Soft-spoken and polite. Genteel, even. “Why, thank you.” What had Shirley been worried about? Ruth might be a plain Jane, but she wasn’t a barbarian. “You must be Irene.” Lillian turned to the redhead, who attempted a kind of curtsey.

“I’m so thrilled to be here I can’t even stand it. I can’t believe I’m in this house. I’ve always admired it from the street but, you know, I never thought I’d be inside.”

Was Irene planning to ever take a breath? “And here you are!” Lillian motioned as if she were herding a gaggle of housewives, not two. “Come with me.”

They walked under the floral hand-carved archway and down four blue-carpeted stairs to the sunken living room. The decor was intended to impress, so Lillian didn’t mind Irene’s gawking. Ruth only looked ahead and didn’t seem to notice the textured wallpaper in silvery blue that had taken months to arrive, or the ornate custom-made pleated draperies framing the large windows on either side of the fireplace, faced with the same marble as the foyer. Hanging over the fireplace was a painted family portrait—a younger Lillian, her movie-star-handsome husband, Peter, before his hairline had started to recede, and Pamela and Penelope (or Penny, as she liked to be called now), when they were six and eight years old (six years ago, oh my!). They had been happy, then, to dress alike in Lillian’s choice of outfits, and their questions could be answered without reading the encyclopedia.

Two matching dark-blue velveteen sofas faced each other, with a glittery gold rectangular coffee table between them. One girl sat on each sofa. The new girls stood alongside Lillian, who reached out her right arm. “May I present Miss Harriet Schwartz and Mrs. Eli Blum—Carrie. Girls, Mrs. Stephen Pincus and Mrs. Asher Appelbaum. Irene and Ruth.”

The girls nodded after Lillian sang their names.

“Please, just call me Ruth. Mrs. Appelbaum is my mother-in-law.”

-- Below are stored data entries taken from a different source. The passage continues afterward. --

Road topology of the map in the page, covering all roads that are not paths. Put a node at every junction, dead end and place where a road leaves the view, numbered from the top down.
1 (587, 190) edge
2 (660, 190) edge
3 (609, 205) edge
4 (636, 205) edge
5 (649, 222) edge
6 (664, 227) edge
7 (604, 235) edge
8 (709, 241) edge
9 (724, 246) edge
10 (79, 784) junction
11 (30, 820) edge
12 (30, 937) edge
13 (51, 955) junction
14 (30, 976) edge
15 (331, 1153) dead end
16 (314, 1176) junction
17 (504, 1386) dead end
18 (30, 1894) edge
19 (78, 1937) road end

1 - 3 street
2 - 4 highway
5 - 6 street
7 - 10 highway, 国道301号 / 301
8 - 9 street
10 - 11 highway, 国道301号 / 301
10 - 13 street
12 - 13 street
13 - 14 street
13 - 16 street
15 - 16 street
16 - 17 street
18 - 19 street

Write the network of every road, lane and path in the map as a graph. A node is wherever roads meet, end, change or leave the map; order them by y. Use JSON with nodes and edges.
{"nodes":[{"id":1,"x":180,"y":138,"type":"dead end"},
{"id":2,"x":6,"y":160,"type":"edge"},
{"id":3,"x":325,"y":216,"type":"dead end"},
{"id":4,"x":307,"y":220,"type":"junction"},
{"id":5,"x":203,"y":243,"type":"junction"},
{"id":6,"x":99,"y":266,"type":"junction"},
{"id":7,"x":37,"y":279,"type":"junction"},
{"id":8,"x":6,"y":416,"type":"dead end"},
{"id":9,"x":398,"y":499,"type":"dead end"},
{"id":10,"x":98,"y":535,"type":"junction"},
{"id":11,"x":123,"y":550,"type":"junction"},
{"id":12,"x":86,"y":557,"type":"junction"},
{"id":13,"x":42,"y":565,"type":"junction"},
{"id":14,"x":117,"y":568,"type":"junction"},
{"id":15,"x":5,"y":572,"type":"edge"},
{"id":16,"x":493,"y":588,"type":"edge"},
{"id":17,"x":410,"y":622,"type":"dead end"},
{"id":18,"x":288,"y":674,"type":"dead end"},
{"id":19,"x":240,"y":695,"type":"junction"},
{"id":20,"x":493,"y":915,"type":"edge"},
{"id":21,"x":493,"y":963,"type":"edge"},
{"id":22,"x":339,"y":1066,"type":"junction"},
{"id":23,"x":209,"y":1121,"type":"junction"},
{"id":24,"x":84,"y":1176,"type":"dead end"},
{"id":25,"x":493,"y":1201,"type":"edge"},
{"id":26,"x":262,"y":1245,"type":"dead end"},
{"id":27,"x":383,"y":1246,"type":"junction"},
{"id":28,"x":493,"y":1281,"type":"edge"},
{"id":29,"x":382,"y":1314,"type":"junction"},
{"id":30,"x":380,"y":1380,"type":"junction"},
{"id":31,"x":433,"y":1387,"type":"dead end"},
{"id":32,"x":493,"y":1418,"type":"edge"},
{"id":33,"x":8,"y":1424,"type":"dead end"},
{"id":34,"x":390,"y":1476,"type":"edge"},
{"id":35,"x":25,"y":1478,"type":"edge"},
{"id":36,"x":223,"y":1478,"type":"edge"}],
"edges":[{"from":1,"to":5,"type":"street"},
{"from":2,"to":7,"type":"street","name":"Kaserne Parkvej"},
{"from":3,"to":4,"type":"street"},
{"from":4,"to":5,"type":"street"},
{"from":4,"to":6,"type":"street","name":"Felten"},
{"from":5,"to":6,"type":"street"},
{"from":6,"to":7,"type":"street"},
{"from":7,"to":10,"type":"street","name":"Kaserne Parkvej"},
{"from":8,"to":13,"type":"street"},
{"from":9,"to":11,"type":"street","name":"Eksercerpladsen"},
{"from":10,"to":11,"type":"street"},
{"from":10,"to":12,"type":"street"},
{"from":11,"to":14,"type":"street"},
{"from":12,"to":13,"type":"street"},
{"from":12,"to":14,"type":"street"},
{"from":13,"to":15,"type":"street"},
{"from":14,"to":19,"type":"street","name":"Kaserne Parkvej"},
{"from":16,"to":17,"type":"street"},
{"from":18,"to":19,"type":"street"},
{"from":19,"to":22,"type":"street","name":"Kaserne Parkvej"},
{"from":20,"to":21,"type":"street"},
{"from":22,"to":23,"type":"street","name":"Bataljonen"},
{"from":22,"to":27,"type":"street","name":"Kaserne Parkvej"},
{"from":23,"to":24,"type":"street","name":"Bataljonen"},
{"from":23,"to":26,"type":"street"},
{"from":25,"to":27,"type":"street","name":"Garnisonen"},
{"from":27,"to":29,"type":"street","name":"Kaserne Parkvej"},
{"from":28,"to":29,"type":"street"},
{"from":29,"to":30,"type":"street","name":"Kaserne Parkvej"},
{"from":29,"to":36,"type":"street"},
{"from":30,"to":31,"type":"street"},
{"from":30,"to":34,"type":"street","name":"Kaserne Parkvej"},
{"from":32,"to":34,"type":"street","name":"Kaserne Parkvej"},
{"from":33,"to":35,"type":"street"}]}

A teaching opportunity! “Just remember, ladies, first names are too familiar for most business and social settings unless you’re among family or close friends,” Lillian said. “You’ll be identified by who your husband is.”

“I don’t mean to speak out of turn, but I like my name. I’d prefer it,” Ruth said.

“It’s not about preferences,” Harriet said. “It’s about the rules of etiquette.”

“Who sets these rules?” Ruth asked. Her tone was laced with curiosity, not boldness or impertinence.

“Society,” Lillian said. Though she wasn’t sure she knew.

“I don’t mean to be contrary,” Ruth said.

Lillian thought that was exactly what Ruth meant to be, while seeming as polite as possible.

“I love that marrying Asher meant becoming an Appelbaum. But I hadn’t realized it meant losing my first name. My mother gave me that name. She died when I was four,” Ruth said. “Influenza.”

“May her memory be a blessing,” the girls and Lillian muttered in somber unison.

Now Lillian understood why Ruth was there. Shirley didn’t want to step on the dead mother’s toes, so to speak, by showing Ruth what a mother might have shown her. She had handed the job to Lillian, who knew that was meant to be a compliment, not an imposition. Still, a little forewarning would have been nice.

She recognized something—a lilt perhaps?—in the way Ruth spoke her mind. Yet the girl spoke with great care. Lillian, too, had often spoken her mind to her mother, who always listened intently and pressed Lillian, whom she called Lilly, to study well and follow her dreams. What those dreams had been, Lillian scarcely remembered. By the time she was living with her grandparents she had been expected to be someone’s wife. What other reason could there be for allowing her to attend college if not to find a husband?

Sometimes she missed the part of herself who spoke up. That part had been submerged in an unquestioning life with Peter for fifteen years. Quiet compliance was easier than creating the waves that sometimes stirred her imagination.